**Task**
Copy out the listing below, keeping every character as is.

**Data shown**
###
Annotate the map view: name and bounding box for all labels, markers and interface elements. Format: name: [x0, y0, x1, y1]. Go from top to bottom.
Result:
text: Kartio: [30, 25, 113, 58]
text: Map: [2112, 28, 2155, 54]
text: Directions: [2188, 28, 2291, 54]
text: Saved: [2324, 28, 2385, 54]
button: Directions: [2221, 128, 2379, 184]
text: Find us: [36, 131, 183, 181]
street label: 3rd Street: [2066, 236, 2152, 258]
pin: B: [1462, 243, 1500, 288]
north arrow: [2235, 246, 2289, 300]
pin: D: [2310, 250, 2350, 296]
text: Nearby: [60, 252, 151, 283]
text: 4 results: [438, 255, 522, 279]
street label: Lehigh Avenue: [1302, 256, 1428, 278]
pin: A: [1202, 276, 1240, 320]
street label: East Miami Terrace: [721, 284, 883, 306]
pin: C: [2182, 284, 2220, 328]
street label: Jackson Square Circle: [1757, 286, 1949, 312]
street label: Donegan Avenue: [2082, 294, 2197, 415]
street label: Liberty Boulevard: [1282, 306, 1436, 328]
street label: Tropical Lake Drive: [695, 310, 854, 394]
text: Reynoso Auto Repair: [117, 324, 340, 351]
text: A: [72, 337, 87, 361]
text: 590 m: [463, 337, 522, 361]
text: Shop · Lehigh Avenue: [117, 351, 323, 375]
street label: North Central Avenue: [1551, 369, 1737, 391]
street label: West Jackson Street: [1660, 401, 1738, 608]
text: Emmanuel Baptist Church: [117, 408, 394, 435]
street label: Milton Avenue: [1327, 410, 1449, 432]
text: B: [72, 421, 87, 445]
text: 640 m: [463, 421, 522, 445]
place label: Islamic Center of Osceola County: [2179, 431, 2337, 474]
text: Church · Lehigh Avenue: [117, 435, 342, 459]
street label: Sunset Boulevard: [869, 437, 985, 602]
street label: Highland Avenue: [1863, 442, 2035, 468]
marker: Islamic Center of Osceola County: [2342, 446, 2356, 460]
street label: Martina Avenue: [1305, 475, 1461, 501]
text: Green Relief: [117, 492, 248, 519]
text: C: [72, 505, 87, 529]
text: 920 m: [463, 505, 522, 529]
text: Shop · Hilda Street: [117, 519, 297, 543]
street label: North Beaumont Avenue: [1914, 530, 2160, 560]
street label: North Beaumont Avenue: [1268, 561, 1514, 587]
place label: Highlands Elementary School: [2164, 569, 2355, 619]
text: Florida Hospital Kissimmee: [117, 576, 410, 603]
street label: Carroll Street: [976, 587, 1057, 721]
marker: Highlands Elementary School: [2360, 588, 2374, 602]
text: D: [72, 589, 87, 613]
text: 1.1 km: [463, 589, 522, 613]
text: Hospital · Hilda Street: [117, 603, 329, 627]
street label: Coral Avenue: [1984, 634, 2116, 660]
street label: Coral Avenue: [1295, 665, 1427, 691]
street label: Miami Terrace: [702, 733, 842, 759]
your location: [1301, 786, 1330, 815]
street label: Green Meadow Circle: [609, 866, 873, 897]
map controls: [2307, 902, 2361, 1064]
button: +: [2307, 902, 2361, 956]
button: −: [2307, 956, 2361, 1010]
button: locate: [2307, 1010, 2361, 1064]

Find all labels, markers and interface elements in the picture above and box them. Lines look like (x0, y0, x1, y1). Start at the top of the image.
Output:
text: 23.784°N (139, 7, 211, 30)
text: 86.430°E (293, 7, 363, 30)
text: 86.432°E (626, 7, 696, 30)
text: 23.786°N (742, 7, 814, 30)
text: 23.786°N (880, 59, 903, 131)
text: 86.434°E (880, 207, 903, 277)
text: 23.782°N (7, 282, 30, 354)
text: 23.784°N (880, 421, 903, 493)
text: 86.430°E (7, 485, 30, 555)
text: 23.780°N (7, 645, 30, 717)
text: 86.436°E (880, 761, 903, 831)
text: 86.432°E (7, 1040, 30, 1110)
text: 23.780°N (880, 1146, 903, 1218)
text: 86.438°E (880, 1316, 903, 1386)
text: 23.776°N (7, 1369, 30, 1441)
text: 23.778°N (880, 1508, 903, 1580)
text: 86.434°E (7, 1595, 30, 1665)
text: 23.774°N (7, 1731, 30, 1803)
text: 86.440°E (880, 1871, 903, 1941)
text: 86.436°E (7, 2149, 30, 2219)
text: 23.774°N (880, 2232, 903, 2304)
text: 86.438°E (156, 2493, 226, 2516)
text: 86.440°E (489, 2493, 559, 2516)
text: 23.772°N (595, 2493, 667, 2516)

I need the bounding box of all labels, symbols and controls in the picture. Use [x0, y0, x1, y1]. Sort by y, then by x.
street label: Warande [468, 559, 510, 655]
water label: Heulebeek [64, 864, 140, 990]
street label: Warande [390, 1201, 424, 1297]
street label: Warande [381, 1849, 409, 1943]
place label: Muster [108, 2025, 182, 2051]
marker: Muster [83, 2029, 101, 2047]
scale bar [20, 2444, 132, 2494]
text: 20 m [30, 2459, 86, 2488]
###
**Response area**
Annotate the map view: name and bounding box for all labels, markers and interface elements. Format: name: [x0, y0, x1, y1]. Go from top to bottom.
Result:
text: Kartio: [30, 25, 113, 58]
text: Map: [2112, 28, 2155, 54]
text: Directions: [2188, 28, 2291, 54]
text: Saved: [2324, 28, 2385, 54]
button: Directions: [2221, 128, 2379, 184]
text: Find us: [36, 131, 183, 181]
street label: 3rd Street: [2066, 236, 2152, 258]
pin: B: [1462, 243, 1500, 288]
north arrow: [2235, 246, 2289, 300]
pin: D: [2310, 250, 2350, 296]
text: Nearby: [60, 252, 151, 283]
text: 4 results: [438, 255, 522, 279]
street label: Lehigh Avenue: [1302, 256, 1428, 278]
pin: A: [1202, 276, 1240, 320]
street label: East Miami Terrace: [721, 284, 883, 306]
pin: C: [2182, 284, 2220, 328]
street label: Jackson Square Circle: [1757, 286, 1949, 312]
street label: Donegan Avenue: [2082, 294, 2197, 415]
street label: Liberty Boulevard: [1282, 306, 1436, 328]
street label: Tropical Lake Drive: [695, 310, 854, 394]
text: Reynoso Auto Repair: [117, 324, 340, 351]
text: A: [72, 337, 87, 361]
text: 590 m: [463, 337, 522, 361]
text: Shop · Lehigh Avenue: [117, 351, 323, 375]
street label: North Central Avenue: [1551, 369, 1737, 391]
street label: West Jackson Street: [1660, 401, 1738, 608]
text: Emmanuel Baptist Church: [117, 408, 394, 435]
street label: Milton Avenue: [1327, 410, 1449, 432]
text: B: [72, 421, 87, 445]
text: 640 m: [463, 421, 522, 445]
place label: Islamic Center of Osceola County: [2179, 431, 2337, 474]
text: Church · Lehigh Avenue: [117, 435, 342, 459]
street label: Sunset Boulevard: [869, 437, 985, 602]
street label: Highland Avenue: [1863, 442, 2035, 468]
marker: Islamic Center of Osceola County: [2342, 446, 2356, 460]
street label: Martina Avenue: [1305, 475, 1461, 501]
text: Green Relief: [117, 492, 248, 519]
text: C: [72, 505, 87, 529]
text: 920 m: [463, 505, 522, 529]
text: Shop · Hilda Street: [117, 519, 297, 543]
street label: North Beaumont Avenue: [1914, 530, 2160, 560]
street label: North Beaumont Avenue: [1268, 561, 1514, 587]
place label: Highlands Elementary School: [2164, 569, 2355, 619]
text: Florida Hospital Kissimmee: [117, 576, 410, 603]
street label: Carroll Street: [976, 587, 1057, 721]
marker: Highlands Elementary School: [2360, 588, 2374, 602]
text: D: [72, 589, 87, 613]
text: 1.1 km: [463, 589, 522, 613]
text: Hospital · Hilda Street: [117, 603, 329, 627]
street label: Coral Avenue: [1984, 634, 2116, 660]
street label: Coral Avenue: [1295, 665, 1427, 691]
street label: Miami Terrace: [702, 733, 842, 759]
your location: [1301, 786, 1330, 815]
street label: Green Meadow Circle: [609, 866, 873, 897]
map controls: [2307, 902, 2361, 1064]
button: +: [2307, 902, 2361, 956]
button: −: [2307, 956, 2361, 1010]
button: locate: [2307, 1010, 2361, 1064]

Find all labels, markers and interface elements in the picture above and box them. Lines look like (x0, y0, x1, y1). Start at the top of the image.
Output:
text: 23.784°N (139, 7, 211, 30)
text: 86.430°E (293, 7, 363, 30)
text: 86.432°E (626, 7, 696, 30)
text: 23.786°N (742, 7, 814, 30)
text: 23.786°N (880, 59, 903, 131)
text: 86.434°E (880, 207, 903, 277)
text: 23.782°N (7, 282, 30, 354)
text: 23.784°N (880, 421, 903, 493)
text: 86.430°E (7, 485, 30, 555)
text: 23.780°N (7, 645, 30, 717)
text: 86.436°E (880, 761, 903, 831)
text: 86.432°E (7, 1040, 30, 1110)
text: 23.780°N (880, 1146, 903, 1218)
text: 86.438°E (880, 1316, 903, 1386)
text: 23.776°N (7, 1369, 30, 1441)
text: 23.778°N (880, 1508, 903, 1580)
text: 86.434°E (7, 1595, 30, 1665)
text: 23.774°N (7, 1731, 30, 1803)
text: 86.440°E (880, 1871, 903, 1941)
text: 86.436°E (7, 2149, 30, 2219)
text: 23.774°N (880, 2232, 903, 2304)
text: 86.438°E (156, 2493, 226, 2516)
text: 86.440°E (489, 2493, 559, 2516)
text: 23.772°N (595, 2493, 667, 2516)

I need the bounding box of all labels, symbols and controls in the picture. Use [x0, y0, x1, y1]. Sort by y, then by x.
street label: Warande [468, 559, 510, 655]
water label: Heulebeek [64, 864, 140, 990]
street label: Warande [390, 1201, 424, 1297]
street label: Warande [381, 1849, 409, 1943]
place label: Muster [108, 2025, 182, 2051]
marker: Muster [83, 2029, 101, 2047]
scale bar [20, 2444, 132, 2494]
text: 20 m [30, 2459, 86, 2488]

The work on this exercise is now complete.